[RAW DATA — start]

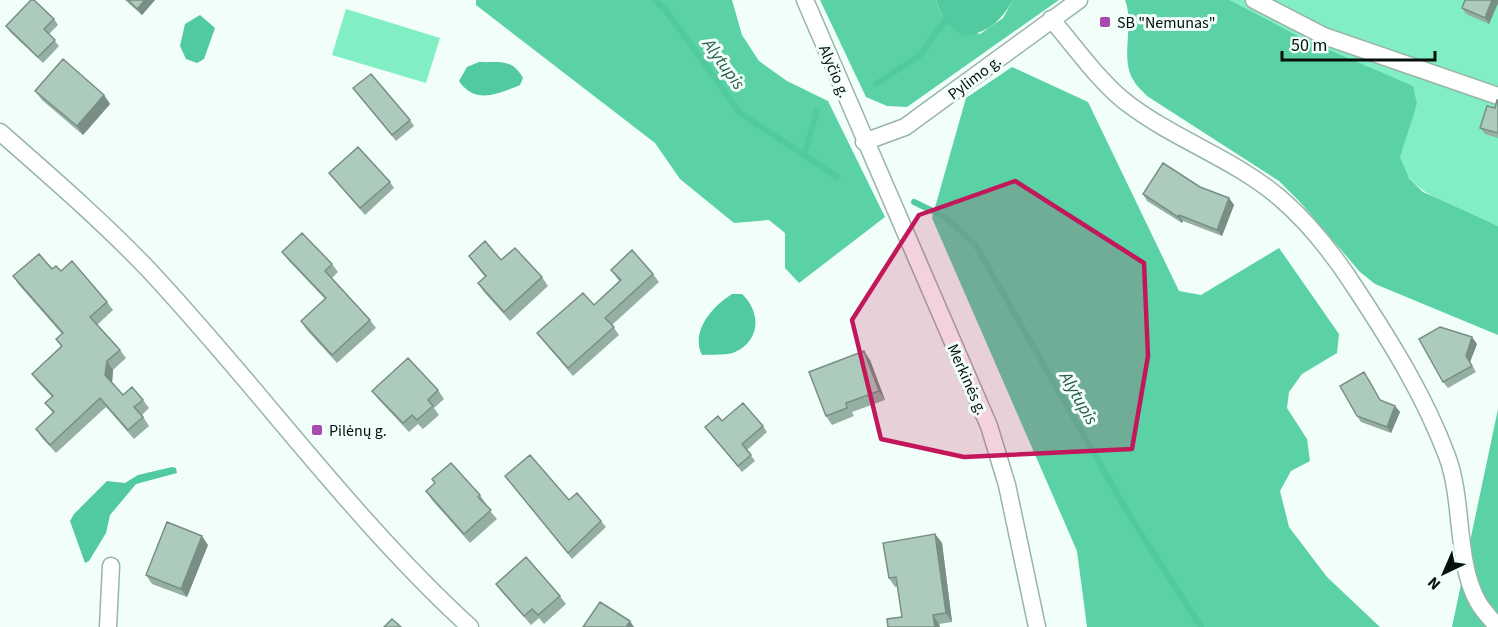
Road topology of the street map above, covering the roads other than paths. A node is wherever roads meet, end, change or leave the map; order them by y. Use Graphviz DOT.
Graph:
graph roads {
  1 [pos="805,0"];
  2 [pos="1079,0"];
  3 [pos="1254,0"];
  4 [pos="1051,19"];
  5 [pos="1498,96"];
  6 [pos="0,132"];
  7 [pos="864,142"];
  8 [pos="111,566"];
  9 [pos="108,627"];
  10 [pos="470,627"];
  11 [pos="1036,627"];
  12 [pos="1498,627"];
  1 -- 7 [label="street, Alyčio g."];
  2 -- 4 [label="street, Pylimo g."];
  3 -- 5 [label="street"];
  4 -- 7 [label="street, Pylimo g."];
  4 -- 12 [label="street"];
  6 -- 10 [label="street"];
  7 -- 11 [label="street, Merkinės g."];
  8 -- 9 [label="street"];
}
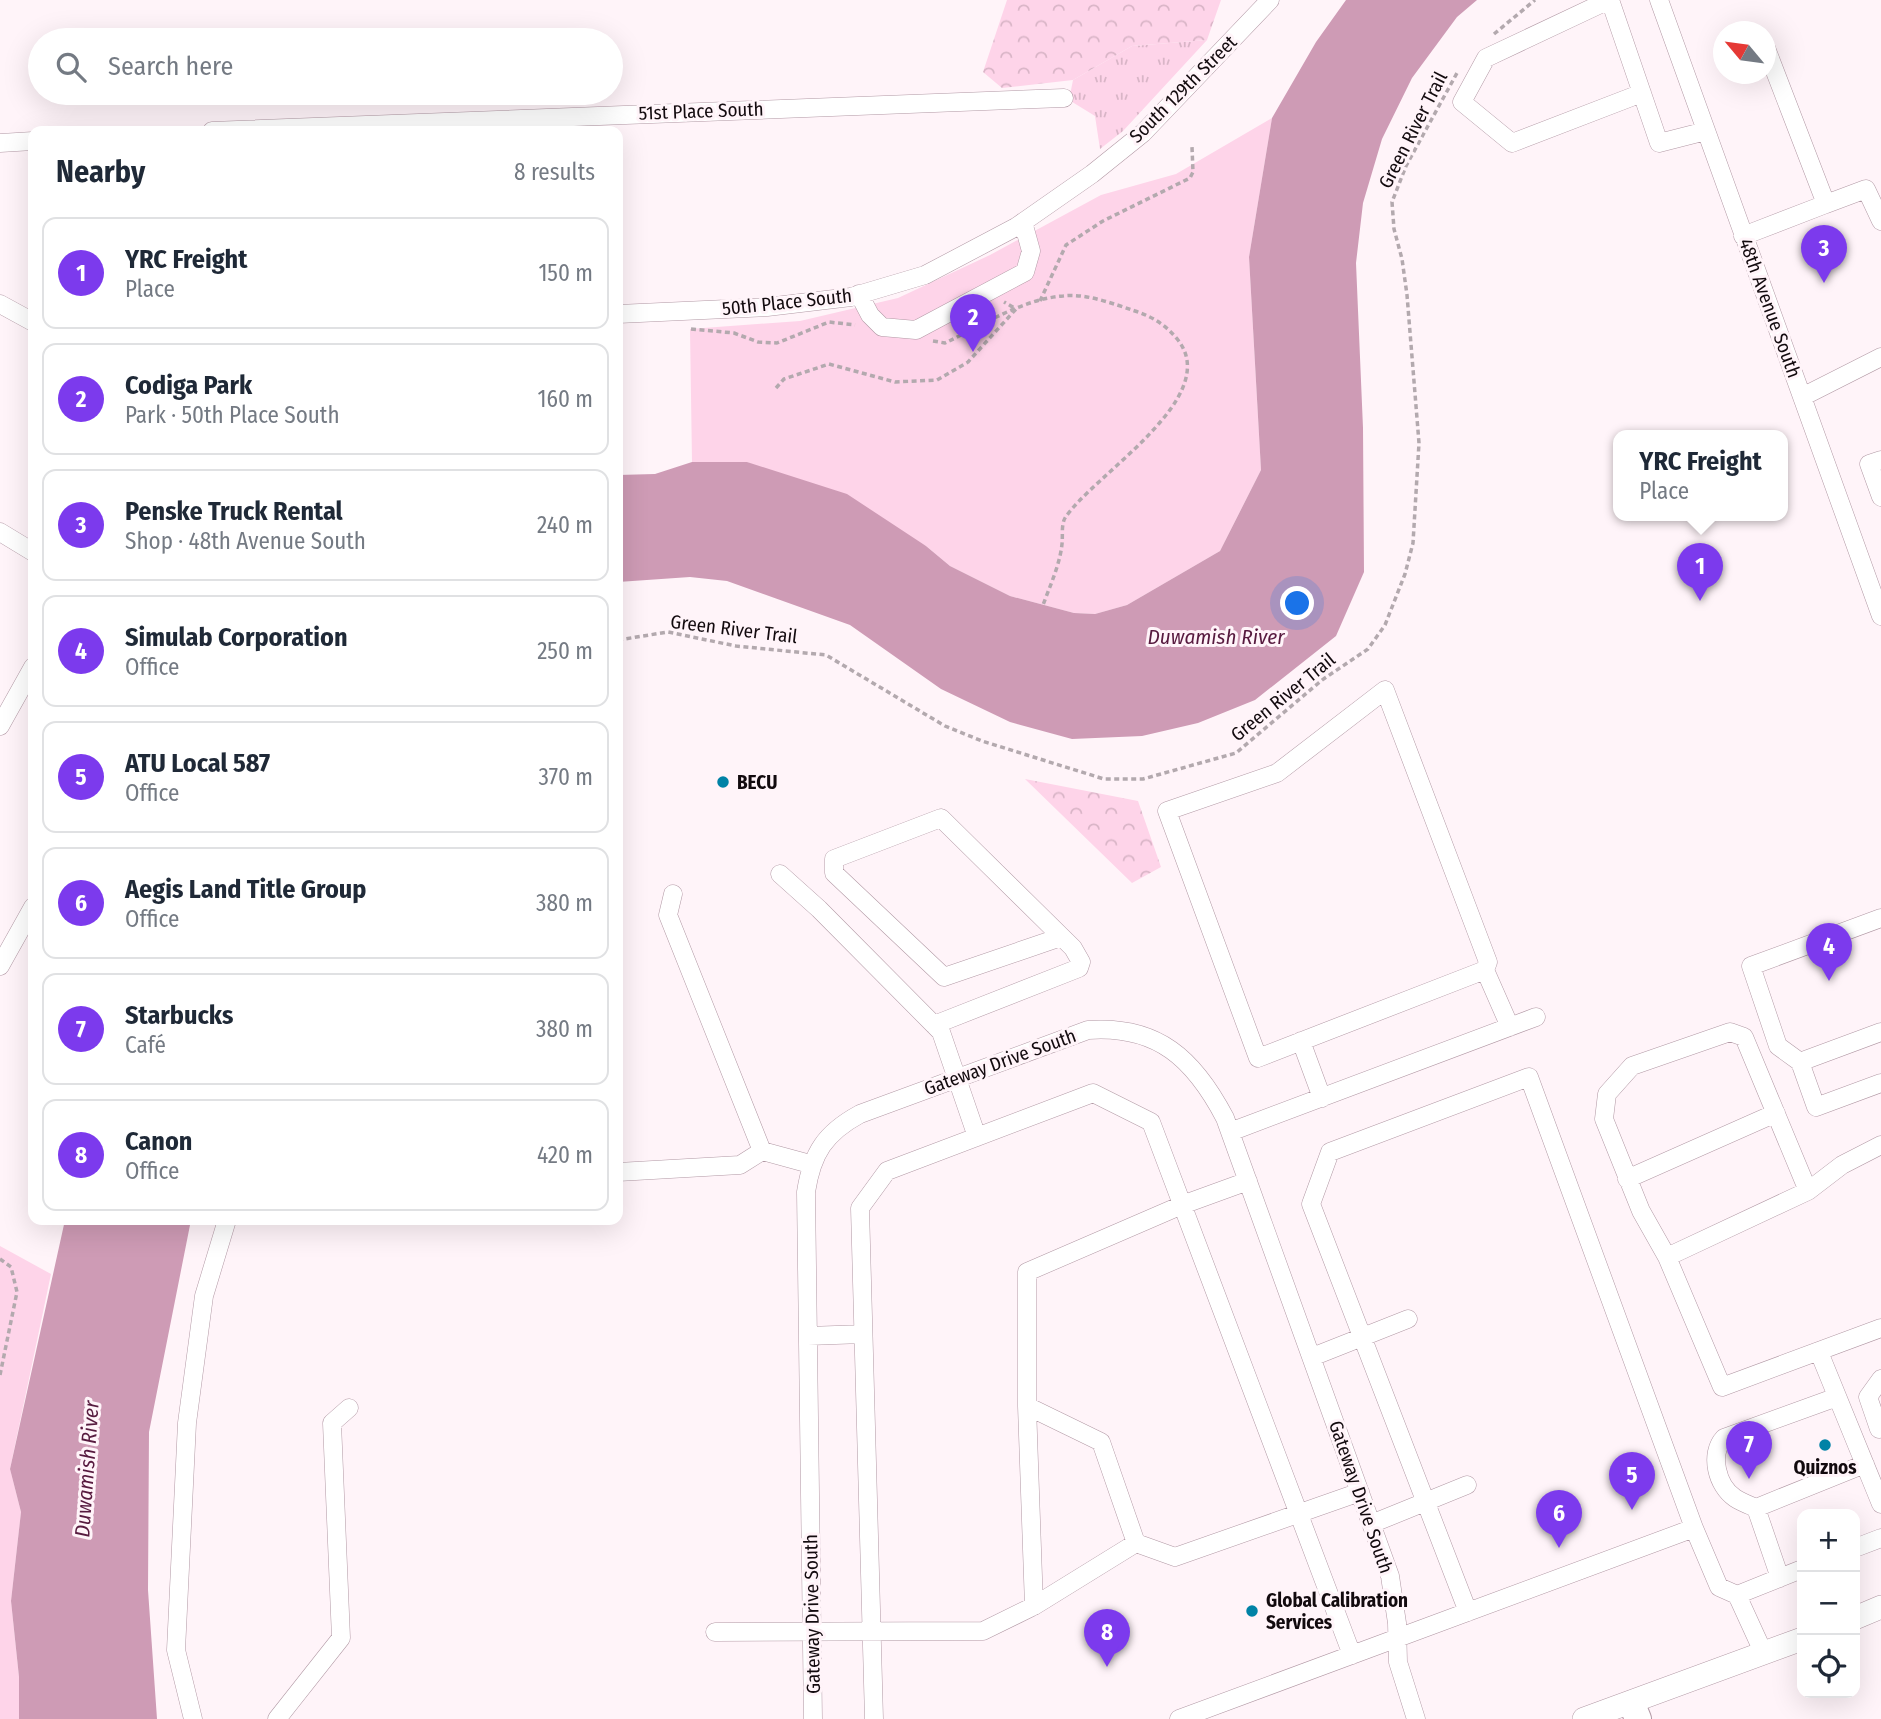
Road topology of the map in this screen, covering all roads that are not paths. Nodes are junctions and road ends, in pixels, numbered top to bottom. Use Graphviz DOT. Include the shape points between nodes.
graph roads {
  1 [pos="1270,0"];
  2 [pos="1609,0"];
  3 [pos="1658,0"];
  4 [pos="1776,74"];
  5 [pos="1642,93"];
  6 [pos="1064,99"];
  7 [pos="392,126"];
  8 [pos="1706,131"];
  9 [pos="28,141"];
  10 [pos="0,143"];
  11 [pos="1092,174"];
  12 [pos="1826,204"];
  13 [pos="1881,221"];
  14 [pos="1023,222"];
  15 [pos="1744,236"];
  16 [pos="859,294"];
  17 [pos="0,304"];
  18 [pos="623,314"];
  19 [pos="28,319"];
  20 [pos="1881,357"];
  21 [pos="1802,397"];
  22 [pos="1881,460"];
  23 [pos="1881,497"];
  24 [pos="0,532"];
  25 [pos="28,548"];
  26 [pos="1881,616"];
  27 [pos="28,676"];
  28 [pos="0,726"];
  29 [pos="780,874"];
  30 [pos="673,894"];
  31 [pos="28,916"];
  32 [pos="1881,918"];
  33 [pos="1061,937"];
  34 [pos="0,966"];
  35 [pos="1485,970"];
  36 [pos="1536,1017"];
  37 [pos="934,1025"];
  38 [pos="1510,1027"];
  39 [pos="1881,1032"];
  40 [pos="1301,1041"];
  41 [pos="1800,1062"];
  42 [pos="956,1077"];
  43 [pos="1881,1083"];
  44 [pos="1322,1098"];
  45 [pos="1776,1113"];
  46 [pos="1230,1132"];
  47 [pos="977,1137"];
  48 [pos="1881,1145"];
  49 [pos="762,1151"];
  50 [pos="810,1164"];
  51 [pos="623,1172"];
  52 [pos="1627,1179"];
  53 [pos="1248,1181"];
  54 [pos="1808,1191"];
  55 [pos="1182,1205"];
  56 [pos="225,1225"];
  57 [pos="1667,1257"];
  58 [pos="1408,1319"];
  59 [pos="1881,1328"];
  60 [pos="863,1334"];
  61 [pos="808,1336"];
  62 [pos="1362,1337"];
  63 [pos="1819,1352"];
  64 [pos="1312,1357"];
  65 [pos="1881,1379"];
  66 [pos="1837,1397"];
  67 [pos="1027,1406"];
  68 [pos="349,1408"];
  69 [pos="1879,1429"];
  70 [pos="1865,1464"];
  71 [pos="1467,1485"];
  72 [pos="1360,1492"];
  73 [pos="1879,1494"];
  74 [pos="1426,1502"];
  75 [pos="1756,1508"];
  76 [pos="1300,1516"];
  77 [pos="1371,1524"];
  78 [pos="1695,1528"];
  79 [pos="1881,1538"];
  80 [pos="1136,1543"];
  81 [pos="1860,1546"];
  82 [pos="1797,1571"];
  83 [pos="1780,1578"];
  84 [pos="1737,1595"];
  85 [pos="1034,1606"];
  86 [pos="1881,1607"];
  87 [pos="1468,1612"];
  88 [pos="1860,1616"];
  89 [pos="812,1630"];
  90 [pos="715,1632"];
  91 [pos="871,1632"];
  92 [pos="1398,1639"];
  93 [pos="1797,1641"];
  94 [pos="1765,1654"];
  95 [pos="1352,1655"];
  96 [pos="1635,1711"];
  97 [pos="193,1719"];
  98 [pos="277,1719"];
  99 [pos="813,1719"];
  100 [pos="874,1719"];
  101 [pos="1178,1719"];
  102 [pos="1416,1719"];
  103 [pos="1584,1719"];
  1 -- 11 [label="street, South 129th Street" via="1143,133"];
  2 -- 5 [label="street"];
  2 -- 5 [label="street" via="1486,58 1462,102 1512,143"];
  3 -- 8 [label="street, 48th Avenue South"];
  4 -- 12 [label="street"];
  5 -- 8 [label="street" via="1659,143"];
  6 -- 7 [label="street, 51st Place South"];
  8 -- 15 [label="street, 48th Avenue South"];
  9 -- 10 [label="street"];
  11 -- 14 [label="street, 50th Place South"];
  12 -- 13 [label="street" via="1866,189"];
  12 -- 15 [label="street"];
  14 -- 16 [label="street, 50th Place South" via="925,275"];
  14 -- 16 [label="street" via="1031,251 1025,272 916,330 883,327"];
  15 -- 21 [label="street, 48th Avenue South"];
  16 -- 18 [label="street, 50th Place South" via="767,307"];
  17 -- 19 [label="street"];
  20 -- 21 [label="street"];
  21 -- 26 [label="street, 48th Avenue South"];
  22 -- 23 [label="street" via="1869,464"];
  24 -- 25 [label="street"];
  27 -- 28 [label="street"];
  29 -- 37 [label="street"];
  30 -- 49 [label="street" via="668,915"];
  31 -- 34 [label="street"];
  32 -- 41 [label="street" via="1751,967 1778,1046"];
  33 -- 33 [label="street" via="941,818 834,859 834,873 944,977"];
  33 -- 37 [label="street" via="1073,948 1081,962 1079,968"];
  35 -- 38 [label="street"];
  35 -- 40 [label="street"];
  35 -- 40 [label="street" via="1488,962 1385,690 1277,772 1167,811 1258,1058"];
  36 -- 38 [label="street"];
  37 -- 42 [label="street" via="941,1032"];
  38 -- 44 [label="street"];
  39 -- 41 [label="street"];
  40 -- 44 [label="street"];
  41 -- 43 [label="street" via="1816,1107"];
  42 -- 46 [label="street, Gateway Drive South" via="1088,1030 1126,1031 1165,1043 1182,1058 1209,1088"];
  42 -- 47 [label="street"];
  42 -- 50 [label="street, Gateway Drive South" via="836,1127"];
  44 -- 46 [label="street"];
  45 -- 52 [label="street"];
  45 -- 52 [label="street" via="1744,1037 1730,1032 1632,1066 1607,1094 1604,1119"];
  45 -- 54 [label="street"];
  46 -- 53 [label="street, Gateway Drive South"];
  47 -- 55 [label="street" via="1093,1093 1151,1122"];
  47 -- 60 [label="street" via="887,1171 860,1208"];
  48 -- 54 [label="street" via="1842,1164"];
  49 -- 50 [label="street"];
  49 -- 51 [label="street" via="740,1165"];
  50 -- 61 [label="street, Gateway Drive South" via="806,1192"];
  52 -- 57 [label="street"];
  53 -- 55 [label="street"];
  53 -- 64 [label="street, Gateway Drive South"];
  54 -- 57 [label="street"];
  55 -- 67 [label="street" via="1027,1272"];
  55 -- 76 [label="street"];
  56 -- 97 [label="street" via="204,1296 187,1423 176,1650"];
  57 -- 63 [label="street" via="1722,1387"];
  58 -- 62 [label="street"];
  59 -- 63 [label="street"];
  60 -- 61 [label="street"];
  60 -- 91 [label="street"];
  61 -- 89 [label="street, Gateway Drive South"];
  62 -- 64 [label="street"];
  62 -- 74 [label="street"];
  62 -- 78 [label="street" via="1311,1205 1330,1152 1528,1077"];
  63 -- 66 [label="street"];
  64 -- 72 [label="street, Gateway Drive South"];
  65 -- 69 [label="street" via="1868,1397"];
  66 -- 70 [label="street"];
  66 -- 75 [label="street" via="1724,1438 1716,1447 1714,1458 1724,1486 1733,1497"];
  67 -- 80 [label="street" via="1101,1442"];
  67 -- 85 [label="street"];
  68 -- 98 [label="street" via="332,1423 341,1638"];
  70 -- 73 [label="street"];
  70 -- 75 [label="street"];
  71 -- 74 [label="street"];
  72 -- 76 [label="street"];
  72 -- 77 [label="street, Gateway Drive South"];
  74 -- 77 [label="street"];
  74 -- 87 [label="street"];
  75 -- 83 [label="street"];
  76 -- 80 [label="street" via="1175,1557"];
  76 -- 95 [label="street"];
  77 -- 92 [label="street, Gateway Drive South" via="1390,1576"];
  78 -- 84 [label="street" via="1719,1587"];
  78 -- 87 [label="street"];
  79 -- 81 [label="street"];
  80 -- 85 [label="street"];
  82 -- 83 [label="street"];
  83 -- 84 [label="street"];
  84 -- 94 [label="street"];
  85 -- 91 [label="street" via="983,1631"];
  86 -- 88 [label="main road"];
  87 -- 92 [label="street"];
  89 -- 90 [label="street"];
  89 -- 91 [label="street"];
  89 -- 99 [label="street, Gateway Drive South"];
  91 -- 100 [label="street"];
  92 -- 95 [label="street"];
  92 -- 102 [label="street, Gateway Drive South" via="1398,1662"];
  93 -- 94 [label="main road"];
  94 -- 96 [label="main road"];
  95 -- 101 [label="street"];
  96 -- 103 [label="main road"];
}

[RAW DATA — finish]

| REQUIRED ACTION |
Search the entries for the word "main" and report how many lines contain it, as a bare number.

| EXERCISE SOLUTION |
4